Collected data entries:
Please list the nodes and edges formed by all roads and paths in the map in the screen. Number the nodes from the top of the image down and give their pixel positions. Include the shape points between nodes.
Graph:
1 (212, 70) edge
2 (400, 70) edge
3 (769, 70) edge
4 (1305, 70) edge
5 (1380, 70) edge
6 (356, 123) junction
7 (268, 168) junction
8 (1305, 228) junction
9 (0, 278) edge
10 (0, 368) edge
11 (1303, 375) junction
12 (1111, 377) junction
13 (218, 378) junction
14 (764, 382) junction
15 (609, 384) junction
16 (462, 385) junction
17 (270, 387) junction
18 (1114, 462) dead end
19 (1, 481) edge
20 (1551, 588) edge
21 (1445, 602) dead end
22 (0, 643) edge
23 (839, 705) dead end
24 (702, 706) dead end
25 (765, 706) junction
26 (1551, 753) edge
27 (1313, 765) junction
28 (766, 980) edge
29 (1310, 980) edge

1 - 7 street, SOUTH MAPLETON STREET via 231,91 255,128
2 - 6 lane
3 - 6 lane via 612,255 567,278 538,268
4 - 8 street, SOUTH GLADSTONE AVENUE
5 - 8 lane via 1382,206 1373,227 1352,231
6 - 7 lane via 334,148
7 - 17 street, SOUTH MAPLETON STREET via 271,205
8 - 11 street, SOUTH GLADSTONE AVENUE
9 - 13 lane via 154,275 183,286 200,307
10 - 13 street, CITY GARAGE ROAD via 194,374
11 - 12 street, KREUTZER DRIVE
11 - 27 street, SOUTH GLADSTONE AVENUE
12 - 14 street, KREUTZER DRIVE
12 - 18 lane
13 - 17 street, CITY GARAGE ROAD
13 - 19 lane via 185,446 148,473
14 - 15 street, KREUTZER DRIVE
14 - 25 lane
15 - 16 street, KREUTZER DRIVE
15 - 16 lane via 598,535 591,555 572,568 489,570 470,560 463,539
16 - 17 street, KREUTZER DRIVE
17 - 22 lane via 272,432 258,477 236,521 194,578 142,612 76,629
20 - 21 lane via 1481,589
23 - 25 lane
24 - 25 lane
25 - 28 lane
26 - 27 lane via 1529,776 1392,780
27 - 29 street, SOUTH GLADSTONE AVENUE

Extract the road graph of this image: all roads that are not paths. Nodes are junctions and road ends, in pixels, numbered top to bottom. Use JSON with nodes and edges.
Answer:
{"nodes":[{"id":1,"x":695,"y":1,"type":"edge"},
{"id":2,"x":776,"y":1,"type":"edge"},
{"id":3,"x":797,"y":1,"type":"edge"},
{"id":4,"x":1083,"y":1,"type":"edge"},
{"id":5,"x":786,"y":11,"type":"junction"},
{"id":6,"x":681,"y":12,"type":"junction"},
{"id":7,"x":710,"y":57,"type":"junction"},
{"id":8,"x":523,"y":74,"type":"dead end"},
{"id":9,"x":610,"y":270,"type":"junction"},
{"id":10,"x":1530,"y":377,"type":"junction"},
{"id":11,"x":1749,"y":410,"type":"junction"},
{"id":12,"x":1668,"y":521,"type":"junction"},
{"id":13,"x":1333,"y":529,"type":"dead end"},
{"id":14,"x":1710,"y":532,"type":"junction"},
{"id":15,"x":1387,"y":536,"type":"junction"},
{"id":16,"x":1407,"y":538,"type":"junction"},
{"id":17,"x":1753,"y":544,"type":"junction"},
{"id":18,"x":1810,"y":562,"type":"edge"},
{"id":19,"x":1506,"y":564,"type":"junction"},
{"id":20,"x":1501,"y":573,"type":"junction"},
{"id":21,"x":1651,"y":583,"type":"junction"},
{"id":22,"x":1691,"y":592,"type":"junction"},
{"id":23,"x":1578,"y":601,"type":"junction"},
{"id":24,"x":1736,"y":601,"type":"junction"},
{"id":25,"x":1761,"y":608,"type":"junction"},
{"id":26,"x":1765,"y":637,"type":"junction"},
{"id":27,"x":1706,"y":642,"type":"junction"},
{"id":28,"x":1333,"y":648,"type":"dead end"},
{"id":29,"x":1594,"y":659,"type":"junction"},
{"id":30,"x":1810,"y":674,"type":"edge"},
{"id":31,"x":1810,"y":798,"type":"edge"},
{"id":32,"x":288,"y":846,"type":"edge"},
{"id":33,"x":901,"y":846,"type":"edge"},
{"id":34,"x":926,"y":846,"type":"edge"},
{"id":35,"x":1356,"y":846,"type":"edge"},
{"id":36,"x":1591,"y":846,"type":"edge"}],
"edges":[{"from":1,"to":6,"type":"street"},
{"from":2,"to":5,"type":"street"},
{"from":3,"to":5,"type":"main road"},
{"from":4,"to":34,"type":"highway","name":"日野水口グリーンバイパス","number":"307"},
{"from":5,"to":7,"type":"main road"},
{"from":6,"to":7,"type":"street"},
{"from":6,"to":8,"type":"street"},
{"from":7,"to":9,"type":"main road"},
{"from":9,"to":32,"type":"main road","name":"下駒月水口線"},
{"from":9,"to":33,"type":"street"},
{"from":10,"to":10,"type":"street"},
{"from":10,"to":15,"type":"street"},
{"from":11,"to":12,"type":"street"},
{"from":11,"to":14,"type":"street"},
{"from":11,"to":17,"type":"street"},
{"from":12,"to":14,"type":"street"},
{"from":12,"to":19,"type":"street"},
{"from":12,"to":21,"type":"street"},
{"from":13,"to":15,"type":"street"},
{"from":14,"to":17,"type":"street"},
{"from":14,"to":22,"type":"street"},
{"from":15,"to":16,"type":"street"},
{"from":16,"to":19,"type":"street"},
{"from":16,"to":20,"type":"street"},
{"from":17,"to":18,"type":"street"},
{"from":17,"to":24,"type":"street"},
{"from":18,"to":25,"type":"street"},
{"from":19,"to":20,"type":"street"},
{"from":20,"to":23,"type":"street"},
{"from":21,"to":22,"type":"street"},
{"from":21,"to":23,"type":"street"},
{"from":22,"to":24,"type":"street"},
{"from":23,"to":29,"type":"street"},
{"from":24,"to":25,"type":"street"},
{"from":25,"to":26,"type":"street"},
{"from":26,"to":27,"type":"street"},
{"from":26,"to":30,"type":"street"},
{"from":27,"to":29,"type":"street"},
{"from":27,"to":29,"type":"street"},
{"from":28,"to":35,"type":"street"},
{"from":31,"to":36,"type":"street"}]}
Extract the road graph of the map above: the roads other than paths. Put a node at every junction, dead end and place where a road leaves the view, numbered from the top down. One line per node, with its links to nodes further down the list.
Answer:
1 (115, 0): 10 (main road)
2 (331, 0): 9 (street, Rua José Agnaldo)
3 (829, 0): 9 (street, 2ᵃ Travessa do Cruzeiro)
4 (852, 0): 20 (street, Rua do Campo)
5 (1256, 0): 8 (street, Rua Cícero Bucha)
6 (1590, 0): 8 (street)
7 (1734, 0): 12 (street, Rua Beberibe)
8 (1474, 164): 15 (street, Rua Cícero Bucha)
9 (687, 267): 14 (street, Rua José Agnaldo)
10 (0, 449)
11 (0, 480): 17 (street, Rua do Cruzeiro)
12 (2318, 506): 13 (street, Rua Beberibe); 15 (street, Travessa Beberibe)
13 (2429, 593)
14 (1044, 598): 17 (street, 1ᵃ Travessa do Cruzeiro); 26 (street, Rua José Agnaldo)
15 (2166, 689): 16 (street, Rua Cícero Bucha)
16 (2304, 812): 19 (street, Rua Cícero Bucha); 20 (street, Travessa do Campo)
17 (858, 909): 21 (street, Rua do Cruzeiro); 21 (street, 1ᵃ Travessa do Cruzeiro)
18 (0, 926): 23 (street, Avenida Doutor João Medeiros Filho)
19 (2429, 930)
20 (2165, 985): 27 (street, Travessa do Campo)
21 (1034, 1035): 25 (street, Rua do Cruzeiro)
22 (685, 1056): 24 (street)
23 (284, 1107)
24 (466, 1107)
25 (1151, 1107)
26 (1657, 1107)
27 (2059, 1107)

Problem statement: Repeat only what lies between the first line of the data and the line containing "Extract the road graph of this", both of those lines included, exactly as it stands.

Response box:
Please list the nodes and edges formed by all roads and paths in the map in the screen. Number the nodes from the top of the image down and give their pixel positions. Include the shape points between nodes.
Graph:
1 (212, 70) edge
2 (400, 70) edge
3 (769, 70) edge
4 (1305, 70) edge
5 (1380, 70) edge
6 (356, 123) junction
7 (268, 168) junction
8 (1305, 228) junction
9 (0, 278) edge
10 (0, 368) edge
11 (1303, 375) junction
12 (1111, 377) junction
13 (218, 378) junction
14 (764, 382) junction
15 (609, 384) junction
16 (462, 385) junction
17 (270, 387) junction
18 (1114, 462) dead end
19 (1, 481) edge
20 (1551, 588) edge
21 (1445, 602) dead end
22 (0, 643) edge
23 (839, 705) dead end
24 (702, 706) dead end
25 (765, 706) junction
26 (1551, 753) edge
27 (1313, 765) junction
28 (766, 980) edge
29 (1310, 980) edge

1 - 7 street, SOUTH MAPLETON STREET via 231,91 255,128
2 - 6 lane
3 - 6 lane via 612,255 567,278 538,268
4 - 8 street, SOUTH GLADSTONE AVENUE
5 - 8 lane via 1382,206 1373,227 1352,231
6 - 7 lane via 334,148
7 - 17 street, SOUTH MAPLETON STREET via 271,205
8 - 11 street, SOUTH GLADSTONE AVENUE
9 - 13 lane via 154,275 183,286 200,307
10 - 13 street, CITY GARAGE ROAD via 194,374
11 - 12 street, KREUTZER DRIVE
11 - 27 street, SOUTH GLADSTONE AVENUE
12 - 14 street, KREUTZER DRIVE
12 - 18 lane
13 - 17 street, CITY GARAGE ROAD
13 - 19 lane via 185,446 148,473
14 - 15 street, KREUTZER DRIVE
14 - 25 lane
15 - 16 street, KREUTZER DRIVE
15 - 16 lane via 598,535 591,555 572,568 489,570 470,560 463,539
16 - 17 street, KREUTZER DRIVE
17 - 22 lane via 272,432 258,477 236,521 194,578 142,612 76,629
20 - 21 lane via 1481,589
23 - 25 lane
24 - 25 lane
25 - 28 lane
26 - 27 lane via 1529,776 1392,780
27 - 29 street, SOUTH GLADSTONE AVENUE

Extract the road graph of this image: all roads that are not paths. Nodes are junctions and road ends, in pixels, numbered top to bottom. Use JSON with nodes and edges.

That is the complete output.